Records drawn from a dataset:
-=-=-

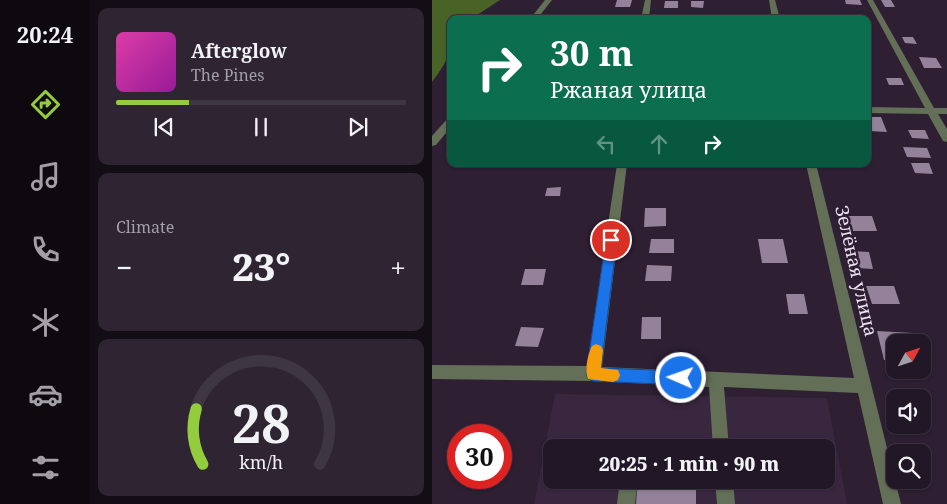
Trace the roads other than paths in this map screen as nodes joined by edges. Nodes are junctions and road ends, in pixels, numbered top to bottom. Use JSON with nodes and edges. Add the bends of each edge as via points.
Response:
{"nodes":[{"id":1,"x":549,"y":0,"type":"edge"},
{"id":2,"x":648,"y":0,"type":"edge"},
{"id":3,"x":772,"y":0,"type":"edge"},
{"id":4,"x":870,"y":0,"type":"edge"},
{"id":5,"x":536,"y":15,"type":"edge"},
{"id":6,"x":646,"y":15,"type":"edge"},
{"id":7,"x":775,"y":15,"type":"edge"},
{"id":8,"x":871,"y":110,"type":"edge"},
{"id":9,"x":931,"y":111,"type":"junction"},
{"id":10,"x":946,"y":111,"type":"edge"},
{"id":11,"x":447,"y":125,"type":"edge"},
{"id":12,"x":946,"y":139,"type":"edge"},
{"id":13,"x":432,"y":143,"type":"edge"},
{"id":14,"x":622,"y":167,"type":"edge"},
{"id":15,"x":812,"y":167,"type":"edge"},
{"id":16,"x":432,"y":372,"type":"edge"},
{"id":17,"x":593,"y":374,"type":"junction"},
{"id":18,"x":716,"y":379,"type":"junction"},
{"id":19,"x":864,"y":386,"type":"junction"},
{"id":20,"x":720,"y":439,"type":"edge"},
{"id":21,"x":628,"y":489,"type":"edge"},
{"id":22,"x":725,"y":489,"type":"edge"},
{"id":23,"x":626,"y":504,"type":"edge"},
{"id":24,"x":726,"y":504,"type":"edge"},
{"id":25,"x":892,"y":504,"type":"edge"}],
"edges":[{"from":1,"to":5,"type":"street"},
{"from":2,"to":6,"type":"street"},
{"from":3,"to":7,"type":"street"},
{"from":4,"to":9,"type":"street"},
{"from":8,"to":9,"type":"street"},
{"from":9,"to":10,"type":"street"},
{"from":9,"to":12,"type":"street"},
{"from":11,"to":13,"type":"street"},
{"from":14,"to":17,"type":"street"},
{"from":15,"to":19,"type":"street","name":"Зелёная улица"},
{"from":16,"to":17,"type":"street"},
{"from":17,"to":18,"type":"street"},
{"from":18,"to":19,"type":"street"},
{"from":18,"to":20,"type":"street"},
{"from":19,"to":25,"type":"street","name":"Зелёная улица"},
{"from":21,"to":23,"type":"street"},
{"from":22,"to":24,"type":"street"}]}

-=-=-

§ To do
In how many lines of the records does the word "Зелёная" appear? Give the number alone.

§ Result of this exercise
2